## [EXERCISE GOAL]
Please reproduce the entries in full. Keep every character the same.

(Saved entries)
____________________

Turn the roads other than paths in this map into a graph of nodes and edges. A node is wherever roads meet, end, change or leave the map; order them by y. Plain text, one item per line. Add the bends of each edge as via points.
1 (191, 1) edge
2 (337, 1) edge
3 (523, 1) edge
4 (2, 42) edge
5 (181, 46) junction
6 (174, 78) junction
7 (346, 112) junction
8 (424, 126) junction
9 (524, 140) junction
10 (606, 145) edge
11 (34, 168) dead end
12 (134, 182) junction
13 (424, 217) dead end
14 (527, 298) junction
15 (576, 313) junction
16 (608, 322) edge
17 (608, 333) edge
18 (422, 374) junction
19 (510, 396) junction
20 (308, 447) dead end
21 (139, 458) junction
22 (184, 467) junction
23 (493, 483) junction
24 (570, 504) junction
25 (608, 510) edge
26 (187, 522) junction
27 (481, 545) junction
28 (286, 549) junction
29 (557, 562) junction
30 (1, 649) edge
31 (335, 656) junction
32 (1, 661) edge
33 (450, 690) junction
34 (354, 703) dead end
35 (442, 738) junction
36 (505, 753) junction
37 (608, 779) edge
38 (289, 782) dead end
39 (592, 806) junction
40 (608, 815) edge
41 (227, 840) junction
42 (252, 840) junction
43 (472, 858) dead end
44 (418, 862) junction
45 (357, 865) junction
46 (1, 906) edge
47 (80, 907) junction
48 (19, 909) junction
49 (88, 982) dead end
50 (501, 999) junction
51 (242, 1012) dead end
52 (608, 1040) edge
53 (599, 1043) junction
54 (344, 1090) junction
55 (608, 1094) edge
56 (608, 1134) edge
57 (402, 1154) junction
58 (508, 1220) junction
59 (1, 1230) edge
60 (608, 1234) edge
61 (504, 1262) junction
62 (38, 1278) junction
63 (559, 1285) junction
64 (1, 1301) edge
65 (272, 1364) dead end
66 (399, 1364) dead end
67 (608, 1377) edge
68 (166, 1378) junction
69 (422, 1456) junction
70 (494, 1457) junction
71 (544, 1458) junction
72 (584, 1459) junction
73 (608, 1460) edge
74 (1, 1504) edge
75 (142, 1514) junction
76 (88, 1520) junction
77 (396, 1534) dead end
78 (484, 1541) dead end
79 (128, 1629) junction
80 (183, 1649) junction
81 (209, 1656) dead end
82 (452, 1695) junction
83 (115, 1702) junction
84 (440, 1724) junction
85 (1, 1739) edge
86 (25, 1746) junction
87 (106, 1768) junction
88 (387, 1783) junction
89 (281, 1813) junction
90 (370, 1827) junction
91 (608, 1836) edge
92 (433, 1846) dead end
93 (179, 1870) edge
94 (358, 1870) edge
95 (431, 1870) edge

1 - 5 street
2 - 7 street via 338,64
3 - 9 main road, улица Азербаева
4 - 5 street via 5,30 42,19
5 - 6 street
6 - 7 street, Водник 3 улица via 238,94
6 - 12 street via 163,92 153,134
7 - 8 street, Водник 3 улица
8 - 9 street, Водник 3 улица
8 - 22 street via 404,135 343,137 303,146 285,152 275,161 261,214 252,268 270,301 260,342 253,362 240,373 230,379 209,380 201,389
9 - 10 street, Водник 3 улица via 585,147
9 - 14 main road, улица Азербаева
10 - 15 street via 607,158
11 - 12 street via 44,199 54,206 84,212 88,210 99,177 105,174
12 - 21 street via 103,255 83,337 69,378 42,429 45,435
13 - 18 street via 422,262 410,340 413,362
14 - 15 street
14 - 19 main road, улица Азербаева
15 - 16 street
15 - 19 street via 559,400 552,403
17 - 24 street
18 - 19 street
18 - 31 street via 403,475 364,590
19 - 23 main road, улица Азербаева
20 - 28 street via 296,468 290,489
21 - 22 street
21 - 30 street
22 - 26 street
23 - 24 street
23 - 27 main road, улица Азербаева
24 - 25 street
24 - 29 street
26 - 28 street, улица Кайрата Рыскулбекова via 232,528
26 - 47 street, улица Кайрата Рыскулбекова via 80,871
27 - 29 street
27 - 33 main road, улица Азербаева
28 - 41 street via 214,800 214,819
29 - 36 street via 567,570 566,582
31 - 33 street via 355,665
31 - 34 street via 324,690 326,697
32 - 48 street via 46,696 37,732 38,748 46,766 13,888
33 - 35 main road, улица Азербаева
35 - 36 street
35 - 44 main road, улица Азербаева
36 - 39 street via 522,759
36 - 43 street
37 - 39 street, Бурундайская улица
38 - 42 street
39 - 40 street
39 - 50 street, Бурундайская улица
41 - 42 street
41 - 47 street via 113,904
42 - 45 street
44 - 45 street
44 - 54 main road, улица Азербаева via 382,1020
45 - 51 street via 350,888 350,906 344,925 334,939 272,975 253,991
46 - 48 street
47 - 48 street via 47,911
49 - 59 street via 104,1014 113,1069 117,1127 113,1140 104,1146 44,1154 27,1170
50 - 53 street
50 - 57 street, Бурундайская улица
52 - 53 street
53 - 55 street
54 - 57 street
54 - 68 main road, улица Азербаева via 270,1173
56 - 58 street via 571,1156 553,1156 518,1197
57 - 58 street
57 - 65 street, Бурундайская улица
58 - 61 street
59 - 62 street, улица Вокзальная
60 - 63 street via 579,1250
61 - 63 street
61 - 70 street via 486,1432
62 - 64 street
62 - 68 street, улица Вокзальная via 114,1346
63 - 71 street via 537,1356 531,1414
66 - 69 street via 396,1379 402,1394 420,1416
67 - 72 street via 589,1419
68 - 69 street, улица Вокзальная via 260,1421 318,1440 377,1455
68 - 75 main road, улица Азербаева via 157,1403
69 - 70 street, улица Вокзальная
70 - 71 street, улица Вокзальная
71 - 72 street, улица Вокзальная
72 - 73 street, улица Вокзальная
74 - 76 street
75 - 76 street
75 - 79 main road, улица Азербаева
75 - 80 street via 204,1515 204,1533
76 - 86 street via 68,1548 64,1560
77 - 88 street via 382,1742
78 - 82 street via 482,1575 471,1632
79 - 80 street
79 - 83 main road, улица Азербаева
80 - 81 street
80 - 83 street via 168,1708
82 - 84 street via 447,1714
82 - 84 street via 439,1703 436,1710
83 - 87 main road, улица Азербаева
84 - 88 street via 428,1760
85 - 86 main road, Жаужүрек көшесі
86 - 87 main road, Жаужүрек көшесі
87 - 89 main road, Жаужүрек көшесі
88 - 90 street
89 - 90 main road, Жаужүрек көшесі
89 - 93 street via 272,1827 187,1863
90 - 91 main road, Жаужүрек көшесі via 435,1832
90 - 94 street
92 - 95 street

____________________

## [EXERCISE SOLUTION]
Turn the roads other than paths in this map into a graph of nodes and edges. A node is wherever roads meet, end, change or leave the map; order them by y. Plain text, one item per line. Add the bends of each edge as via points.
1 (191, 1) edge
2 (337, 1) edge
3 (523, 1) edge
4 (2, 42) edge
5 (181, 46) junction
6 (174, 78) junction
7 (346, 112) junction
8 (424, 126) junction
9 (524, 140) junction
10 (606, 145) edge
11 (34, 168) dead end
12 (134, 182) junction
13 (424, 217) dead end
14 (527, 298) junction
15 (576, 313) junction
16 (608, 322) edge
17 (608, 333) edge
18 (422, 374) junction
19 (510, 396) junction
20 (308, 447) dead end
21 (139, 458) junction
22 (184, 467) junction
23 (493, 483) junction
24 (570, 504) junction
25 (608, 510) edge
26 (187, 522) junction
27 (481, 545) junction
28 (286, 549) junction
29 (557, 562) junction
30 (1, 649) edge
31 (335, 656) junction
32 (1, 661) edge
33 (450, 690) junction
34 (354, 703) dead end
35 (442, 738) junction
36 (505, 753) junction
37 (608, 779) edge
38 (289, 782) dead end
39 (592, 806) junction
40 (608, 815) edge
41 (227, 840) junction
42 (252, 840) junction
43 (472, 858) dead end
44 (418, 862) junction
45 (357, 865) junction
46 (1, 906) edge
47 (80, 907) junction
48 (19, 909) junction
49 (88, 982) dead end
50 (501, 999) junction
51 (242, 1012) dead end
52 (608, 1040) edge
53 (599, 1043) junction
54 (344, 1090) junction
55 (608, 1094) edge
56 (608, 1134) edge
57 (402, 1154) junction
58 (508, 1220) junction
59 (1, 1230) edge
60 (608, 1234) edge
61 (504, 1262) junction
62 (38, 1278) junction
63 (559, 1285) junction
64 (1, 1301) edge
65 (272, 1364) dead end
66 (399, 1364) dead end
67 (608, 1377) edge
68 (166, 1378) junction
69 (422, 1456) junction
70 (494, 1457) junction
71 (544, 1458) junction
72 (584, 1459) junction
73 (608, 1460) edge
74 (1, 1504) edge
75 (142, 1514) junction
76 (88, 1520) junction
77 (396, 1534) dead end
78 (484, 1541) dead end
79 (128, 1629) junction
80 (183, 1649) junction
81 (209, 1656) dead end
82 (452, 1695) junction
83 (115, 1702) junction
84 (440, 1724) junction
85 (1, 1739) edge
86 (25, 1746) junction
87 (106, 1768) junction
88 (387, 1783) junction
89 (281, 1813) junction
90 (370, 1827) junction
91 (608, 1836) edge
92 (433, 1846) dead end
93 (179, 1870) edge
94 (358, 1870) edge
95 (431, 1870) edge

1 - 5 street
2 - 7 street via 338,64
3 - 9 main road, улица Азербаева
4 - 5 street via 5,30 42,19
5 - 6 street
6 - 7 street, Водник 3 улица via 238,94
6 - 12 street via 163,92 153,134
7 - 8 street, Водник 3 улица
8 - 9 street, Водник 3 улица
8 - 22 street via 404,135 343,137 303,146 285,152 275,161 261,214 252,268 270,301 260,342 253,362 240,373 230,379 209,380 201,389
9 - 10 street, Водник 3 улица via 585,147
9 - 14 main road, улица Азербаева
10 - 15 street via 607,158
11 - 12 street via 44,199 54,206 84,212 88,210 99,177 105,174
12 - 21 street via 103,255 83,337 69,378 42,429 45,435
13 - 18 street via 422,262 410,340 413,362
14 - 15 street
14 - 19 main road, улица Азербаева
15 - 16 street
15 - 19 street via 559,400 552,403
17 - 24 street
18 - 19 street
18 - 31 street via 403,475 364,590
19 - 23 main road, улица Азербаева
20 - 28 street via 296,468 290,489
21 - 22 street
21 - 30 street
22 - 26 street
23 - 24 street
23 - 27 main road, улица Азербаева
24 - 25 street
24 - 29 street
26 - 28 street, улица Кайрата Рыскулбекова via 232,528
26 - 47 street, улица Кайрата Рыскулбекова via 80,871
27 - 29 street
27 - 33 main road, улица Азербаева
28 - 41 street via 214,800 214,819
29 - 36 street via 567,570 566,582
31 - 33 street via 355,665
31 - 34 street via 324,690 326,697
32 - 48 street via 46,696 37,732 38,748 46,766 13,888
33 - 35 main road, улица Азербаева
35 - 36 street
35 - 44 main road, улица Азербаева
36 - 39 street via 522,759
36 - 43 street
37 - 39 street, Бурундайская улица
38 - 42 street
39 - 40 street
39 - 50 street, Бурундайская улица
41 - 42 street
41 - 47 street via 113,904
42 - 45 street
44 - 45 street
44 - 54 main road, улица Азербаева via 382,1020
45 - 51 street via 350,888 350,906 344,925 334,939 272,975 253,991
46 - 48 street
47 - 48 street via 47,911
49 - 59 street via 104,1014 113,1069 117,1127 113,1140 104,1146 44,1154 27,1170
50 - 53 street
50 - 57 street, Бурундайская улица
52 - 53 street
53 - 55 street
54 - 57 street
54 - 68 main road, улица Азербаева via 270,1173
56 - 58 street via 571,1156 553,1156 518,1197
57 - 58 street
57 - 65 street, Бурундайская улица
58 - 61 street
59 - 62 street, улица Вокзальная
60 - 63 street via 579,1250
61 - 63 street
61 - 70 street via 486,1432
62 - 64 street
62 - 68 street, улица Вокзальная via 114,1346
63 - 71 street via 537,1356 531,1414
66 - 69 street via 396,1379 402,1394 420,1416
67 - 72 street via 589,1419
68 - 69 street, улица Вокзальная via 260,1421 318,1440 377,1455
68 - 75 main road, улица Азербаева via 157,1403
69 - 70 street, улица Вокзальная
70 - 71 street, улица Вокзальная
71 - 72 street, улица Вокзальная
72 - 73 street, улица Вокзальная
74 - 76 street
75 - 76 street
75 - 79 main road, улица Азербаева
75 - 80 street via 204,1515 204,1533
76 - 86 street via 68,1548 64,1560
77 - 88 street via 382,1742
78 - 82 street via 482,1575 471,1632
79 - 80 street
79 - 83 main road, улица Азербаева
80 - 81 street
80 - 83 street via 168,1708
82 - 84 street via 447,1714
82 - 84 street via 439,1703 436,1710
83 - 87 main road, улица Азербаева
84 - 88 street via 428,1760
85 - 86 main road, Жаужүрек көшесі
86 - 87 main road, Жаужүрек көшесі
87 - 89 main road, Жаужүрек көшесі
88 - 90 street
89 - 90 main road, Жаужүрек көшесі
89 - 93 street via 272,1827 187,1863
90 - 91 main road, Жаужүрек көшесі via 435,1832
90 - 94 street
92 - 95 street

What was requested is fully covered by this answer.